PROBLEM
Would you transcribe the records word for word, please?

RECORD SET
++++++++++

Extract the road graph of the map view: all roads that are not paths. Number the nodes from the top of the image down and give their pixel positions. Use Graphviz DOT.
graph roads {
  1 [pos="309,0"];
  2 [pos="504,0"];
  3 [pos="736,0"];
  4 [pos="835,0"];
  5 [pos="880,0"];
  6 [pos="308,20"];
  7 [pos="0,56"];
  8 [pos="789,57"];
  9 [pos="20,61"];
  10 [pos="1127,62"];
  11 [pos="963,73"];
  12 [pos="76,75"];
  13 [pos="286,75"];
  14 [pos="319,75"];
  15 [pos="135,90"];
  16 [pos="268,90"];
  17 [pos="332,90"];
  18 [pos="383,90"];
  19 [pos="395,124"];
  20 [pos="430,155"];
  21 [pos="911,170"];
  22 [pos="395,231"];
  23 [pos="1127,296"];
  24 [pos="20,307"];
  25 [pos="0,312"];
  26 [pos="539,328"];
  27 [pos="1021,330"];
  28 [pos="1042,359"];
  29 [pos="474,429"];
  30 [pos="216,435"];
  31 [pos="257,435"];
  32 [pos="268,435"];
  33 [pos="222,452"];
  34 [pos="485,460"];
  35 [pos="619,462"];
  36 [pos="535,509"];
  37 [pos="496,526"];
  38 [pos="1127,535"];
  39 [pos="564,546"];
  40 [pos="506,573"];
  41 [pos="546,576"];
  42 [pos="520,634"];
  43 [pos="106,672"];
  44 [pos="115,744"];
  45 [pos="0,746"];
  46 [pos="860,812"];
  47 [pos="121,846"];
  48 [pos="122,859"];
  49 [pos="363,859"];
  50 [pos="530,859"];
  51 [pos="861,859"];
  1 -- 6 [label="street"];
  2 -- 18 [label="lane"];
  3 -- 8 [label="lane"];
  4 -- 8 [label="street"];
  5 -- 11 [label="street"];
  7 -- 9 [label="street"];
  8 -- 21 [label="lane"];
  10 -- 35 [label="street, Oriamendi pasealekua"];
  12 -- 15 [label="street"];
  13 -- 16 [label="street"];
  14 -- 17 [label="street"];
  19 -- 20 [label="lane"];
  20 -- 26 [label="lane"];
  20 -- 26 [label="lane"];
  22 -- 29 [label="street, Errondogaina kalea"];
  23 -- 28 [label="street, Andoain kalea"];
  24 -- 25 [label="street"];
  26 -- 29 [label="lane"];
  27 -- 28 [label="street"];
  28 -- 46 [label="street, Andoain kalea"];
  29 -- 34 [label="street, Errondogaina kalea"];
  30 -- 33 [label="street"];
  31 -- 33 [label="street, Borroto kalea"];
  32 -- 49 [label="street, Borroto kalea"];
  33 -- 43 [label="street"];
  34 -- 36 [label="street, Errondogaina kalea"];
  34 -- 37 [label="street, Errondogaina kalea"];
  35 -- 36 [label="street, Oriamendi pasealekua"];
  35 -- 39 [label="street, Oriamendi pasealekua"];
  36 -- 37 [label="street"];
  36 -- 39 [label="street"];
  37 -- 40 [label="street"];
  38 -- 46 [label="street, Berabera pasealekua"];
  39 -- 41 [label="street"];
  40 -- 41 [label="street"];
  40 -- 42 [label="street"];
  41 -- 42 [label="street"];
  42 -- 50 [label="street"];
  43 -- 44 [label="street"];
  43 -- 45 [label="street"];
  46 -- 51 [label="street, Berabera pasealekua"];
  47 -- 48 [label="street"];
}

++++++++++

ANSWER TO THIS PROBLEM
Extract the road graph of the map view: all roads that are not paths. Number the nodes from the top of the image down and give their pixel positions. Use Graphviz DOT.
graph roads {
  1 [pos="309,0"];
  2 [pos="504,0"];
  3 [pos="736,0"];
  4 [pos="835,0"];
  5 [pos="880,0"];
  6 [pos="308,20"];
  7 [pos="0,56"];
  8 [pos="789,57"];
  9 [pos="20,61"];
  10 [pos="1127,62"];
  11 [pos="963,73"];
  12 [pos="76,75"];
  13 [pos="286,75"];
  14 [pos="319,75"];
  15 [pos="135,90"];
  16 [pos="268,90"];
  17 [pos="332,90"];
  18 [pos="383,90"];
  19 [pos="395,124"];
  20 [pos="430,155"];
  21 [pos="911,170"];
  22 [pos="395,231"];
  23 [pos="1127,296"];
  24 [pos="20,307"];
  25 [pos="0,312"];
  26 [pos="539,328"];
  27 [pos="1021,330"];
  28 [pos="1042,359"];
  29 [pos="474,429"];
  30 [pos="216,435"];
  31 [pos="257,435"];
  32 [pos="268,435"];
  33 [pos="222,452"];
  34 [pos="485,460"];
  35 [pos="619,462"];
  36 [pos="535,509"];
  37 [pos="496,526"];
  38 [pos="1127,535"];
  39 [pos="564,546"];
  40 [pos="506,573"];
  41 [pos="546,576"];
  42 [pos="520,634"];
  43 [pos="106,672"];
  44 [pos="115,744"];
  45 [pos="0,746"];
  46 [pos="860,812"];
  47 [pos="121,846"];
  48 [pos="122,859"];
  49 [pos="363,859"];
  50 [pos="530,859"];
  51 [pos="861,859"];
  1 -- 6 [label="street"];
  2 -- 18 [label="lane"];
  3 -- 8 [label="lane"];
  4 -- 8 [label="street"];
  5 -- 11 [label="street"];
  7 -- 9 [label="street"];
  8 -- 21 [label="lane"];
  10 -- 35 [label="street, Oriamendi pasealekua"];
  12 -- 15 [label="street"];
  13 -- 16 [label="street"];
  14 -- 17 [label="street"];
  19 -- 20 [label="lane"];
  20 -- 26 [label="lane"];
  20 -- 26 [label="lane"];
  22 -- 29 [label="street, Errondogaina kalea"];
  23 -- 28 [label="street, Andoain kalea"];
  24 -- 25 [label="street"];
  26 -- 29 [label="lane"];
  27 -- 28 [label="street"];
  28 -- 46 [label="street, Andoain kalea"];
  29 -- 34 [label="street, Errondogaina kalea"];
  30 -- 33 [label="street"];
  31 -- 33 [label="street, Borroto kalea"];
  32 -- 49 [label="street, Borroto kalea"];
  33 -- 43 [label="street"];
  34 -- 36 [label="street, Errondogaina kalea"];
  34 -- 37 [label="street, Errondogaina kalea"];
  35 -- 36 [label="street, Oriamendi pasealekua"];
  35 -- 39 [label="street, Oriamendi pasealekua"];
  36 -- 37 [label="street"];
  36 -- 39 [label="street"];
  37 -- 40 [label="street"];
  38 -- 46 [label="street, Berabera pasealekua"];
  39 -- 41 [label="street"];
  40 -- 41 [label="street"];
  40 -- 42 [label="street"];
  41 -- 42 [label="street"];
  42 -- 50 [label="street"];
  43 -- 44 [label="street"];
  43 -- 45 [label="street"];
  46 -- 51 [label="street, Berabera pasealekua"];
  47 -- 48 [label="street"];
}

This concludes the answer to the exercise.